The second technique is cross-layer parameter sharing. This technique prevents the parameter from growing with the depth of the network. Both techniques significantly reduce the number of parameters for BERT without seriously hurting performance, thus improving parameter-efficiency
Both of these advancements leave me with questions. Why does cross-layer parameter sharing work? Or, what is the point of going deeper if the parameters are the same?
The paper states that parameter sharing has a regularizing effect on top of saving parameters (by about 18x).
ALBERT uses a pretraining loss based on predicting the ordering of two consecutive segments of text.
They state that this is a better pretraining task than NSP.
They make this good point:
From a modeling perspective, WordPiece embeddings are meant to learn context-independent representations, whereas hidden-layer embeddings are meant to learn context-dependent representations.
It seems that WordPiece is working against BERT. To this point, I only faintly grasp. I understand that their point of splitting the embedding space into 2 matrices and dropping the embedding size gains them memory savings, but I would have a tough time teaching it to a coworker.
My understanding of this is that they are sharing parameters between say Layer 1 and Layer 2. This may be a misunderstanding.
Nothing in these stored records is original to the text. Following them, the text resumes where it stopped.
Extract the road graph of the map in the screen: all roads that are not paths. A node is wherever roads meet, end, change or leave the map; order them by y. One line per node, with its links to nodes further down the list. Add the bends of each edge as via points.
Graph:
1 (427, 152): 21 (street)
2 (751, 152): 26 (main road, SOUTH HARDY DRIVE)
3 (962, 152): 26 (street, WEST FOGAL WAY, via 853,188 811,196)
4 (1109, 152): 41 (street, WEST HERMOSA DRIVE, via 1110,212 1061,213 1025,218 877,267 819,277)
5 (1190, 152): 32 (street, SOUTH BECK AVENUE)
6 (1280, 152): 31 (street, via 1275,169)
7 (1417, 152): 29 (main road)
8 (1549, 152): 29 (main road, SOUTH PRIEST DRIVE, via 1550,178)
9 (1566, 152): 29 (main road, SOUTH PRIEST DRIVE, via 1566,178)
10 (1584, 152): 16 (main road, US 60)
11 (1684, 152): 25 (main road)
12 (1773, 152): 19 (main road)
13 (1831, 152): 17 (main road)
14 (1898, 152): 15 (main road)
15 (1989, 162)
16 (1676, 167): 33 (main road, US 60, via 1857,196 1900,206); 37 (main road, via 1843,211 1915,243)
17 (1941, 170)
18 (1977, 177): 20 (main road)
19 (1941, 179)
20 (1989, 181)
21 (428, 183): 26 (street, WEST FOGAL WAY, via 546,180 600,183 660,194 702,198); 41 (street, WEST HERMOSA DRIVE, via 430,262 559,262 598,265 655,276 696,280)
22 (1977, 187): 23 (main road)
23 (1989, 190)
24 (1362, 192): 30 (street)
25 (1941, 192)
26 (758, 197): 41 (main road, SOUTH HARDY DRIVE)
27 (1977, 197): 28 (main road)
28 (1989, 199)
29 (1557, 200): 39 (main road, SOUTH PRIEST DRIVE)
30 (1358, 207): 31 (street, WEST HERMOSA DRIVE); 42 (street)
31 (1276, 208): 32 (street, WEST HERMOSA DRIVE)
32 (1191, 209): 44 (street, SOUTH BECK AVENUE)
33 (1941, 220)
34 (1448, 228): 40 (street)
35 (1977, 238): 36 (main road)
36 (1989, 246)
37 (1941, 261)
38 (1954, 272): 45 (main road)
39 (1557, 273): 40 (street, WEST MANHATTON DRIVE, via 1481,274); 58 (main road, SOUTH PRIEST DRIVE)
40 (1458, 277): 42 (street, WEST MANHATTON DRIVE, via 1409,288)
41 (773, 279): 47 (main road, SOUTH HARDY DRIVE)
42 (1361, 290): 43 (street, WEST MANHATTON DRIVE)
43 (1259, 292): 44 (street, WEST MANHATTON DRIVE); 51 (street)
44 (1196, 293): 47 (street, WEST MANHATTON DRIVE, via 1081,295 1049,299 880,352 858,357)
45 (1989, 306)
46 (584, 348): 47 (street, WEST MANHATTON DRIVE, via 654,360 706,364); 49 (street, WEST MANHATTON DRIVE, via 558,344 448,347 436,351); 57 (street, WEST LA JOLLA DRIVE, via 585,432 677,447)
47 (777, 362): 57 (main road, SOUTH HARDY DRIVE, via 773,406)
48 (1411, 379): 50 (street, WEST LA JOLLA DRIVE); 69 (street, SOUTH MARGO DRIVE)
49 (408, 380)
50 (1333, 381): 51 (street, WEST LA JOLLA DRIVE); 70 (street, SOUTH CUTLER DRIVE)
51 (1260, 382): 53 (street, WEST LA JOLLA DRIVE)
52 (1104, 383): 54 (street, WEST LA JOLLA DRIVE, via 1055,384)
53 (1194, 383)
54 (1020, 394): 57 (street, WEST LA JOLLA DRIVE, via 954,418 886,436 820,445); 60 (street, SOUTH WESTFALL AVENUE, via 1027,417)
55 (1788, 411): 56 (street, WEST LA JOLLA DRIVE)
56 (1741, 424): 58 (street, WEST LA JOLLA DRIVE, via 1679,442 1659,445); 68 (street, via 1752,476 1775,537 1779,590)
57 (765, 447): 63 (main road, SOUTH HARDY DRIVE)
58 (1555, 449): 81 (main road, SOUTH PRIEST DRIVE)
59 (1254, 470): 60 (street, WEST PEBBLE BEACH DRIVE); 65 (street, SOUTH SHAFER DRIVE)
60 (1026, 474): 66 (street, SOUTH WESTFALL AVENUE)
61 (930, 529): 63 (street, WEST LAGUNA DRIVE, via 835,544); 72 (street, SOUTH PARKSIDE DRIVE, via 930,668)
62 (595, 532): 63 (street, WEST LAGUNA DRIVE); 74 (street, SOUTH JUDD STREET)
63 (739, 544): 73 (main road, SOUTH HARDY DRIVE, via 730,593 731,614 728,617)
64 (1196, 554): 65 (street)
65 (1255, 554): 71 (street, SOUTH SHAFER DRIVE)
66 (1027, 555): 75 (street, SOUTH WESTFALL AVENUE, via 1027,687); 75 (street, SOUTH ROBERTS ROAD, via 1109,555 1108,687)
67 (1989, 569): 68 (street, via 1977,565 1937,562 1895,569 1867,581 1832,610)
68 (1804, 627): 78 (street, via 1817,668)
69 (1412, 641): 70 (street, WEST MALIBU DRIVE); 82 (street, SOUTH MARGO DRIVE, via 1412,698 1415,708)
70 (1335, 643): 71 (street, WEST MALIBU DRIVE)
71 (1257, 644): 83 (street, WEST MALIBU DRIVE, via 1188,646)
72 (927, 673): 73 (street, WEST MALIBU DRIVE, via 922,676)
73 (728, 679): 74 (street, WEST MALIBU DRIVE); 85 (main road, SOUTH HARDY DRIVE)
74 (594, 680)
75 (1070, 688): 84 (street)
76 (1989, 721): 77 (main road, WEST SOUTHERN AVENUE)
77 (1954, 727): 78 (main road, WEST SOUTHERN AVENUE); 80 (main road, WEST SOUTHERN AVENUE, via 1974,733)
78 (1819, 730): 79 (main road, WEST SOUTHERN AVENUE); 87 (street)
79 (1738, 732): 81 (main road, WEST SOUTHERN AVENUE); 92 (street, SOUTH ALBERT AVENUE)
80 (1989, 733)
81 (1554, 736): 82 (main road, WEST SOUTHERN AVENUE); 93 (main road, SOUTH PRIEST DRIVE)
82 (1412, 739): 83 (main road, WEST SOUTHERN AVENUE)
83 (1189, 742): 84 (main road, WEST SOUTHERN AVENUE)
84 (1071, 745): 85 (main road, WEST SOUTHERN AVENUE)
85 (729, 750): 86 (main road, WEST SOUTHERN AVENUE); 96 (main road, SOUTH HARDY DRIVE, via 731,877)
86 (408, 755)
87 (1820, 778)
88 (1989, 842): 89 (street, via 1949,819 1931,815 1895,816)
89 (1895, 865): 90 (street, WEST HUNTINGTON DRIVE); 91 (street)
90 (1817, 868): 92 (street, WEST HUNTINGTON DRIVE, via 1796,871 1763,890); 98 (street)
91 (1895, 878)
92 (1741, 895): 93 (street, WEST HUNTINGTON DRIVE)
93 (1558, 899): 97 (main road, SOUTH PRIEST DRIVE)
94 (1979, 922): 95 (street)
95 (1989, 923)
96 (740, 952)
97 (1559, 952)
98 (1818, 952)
Instead of sharing just FFN parameters or Attention parameters, ALL parameters are shared in ALBERT.
5. Read the experiments to convince you that the show results are caused by their claim. Be aware that the experiments highlighted are the best scenarios and are fully hyper-parameter tuned.
They have a lot of experiments showing that the ALBERT style of parameter sharing is extremely powerful in producing effective results with much less parameters.
Here is their SOTA results on SQuAD and RACE:
6. Make sure you answered all your questions. Did the authors convince you that their story has the effect that they claim?
There is a lot to understand from this paper. I wish I was able to visualize everything a little bit better. I was very surprised by the parameter sharing memory/performance benefits, and I’d love to understand more fundamentally where that comes from.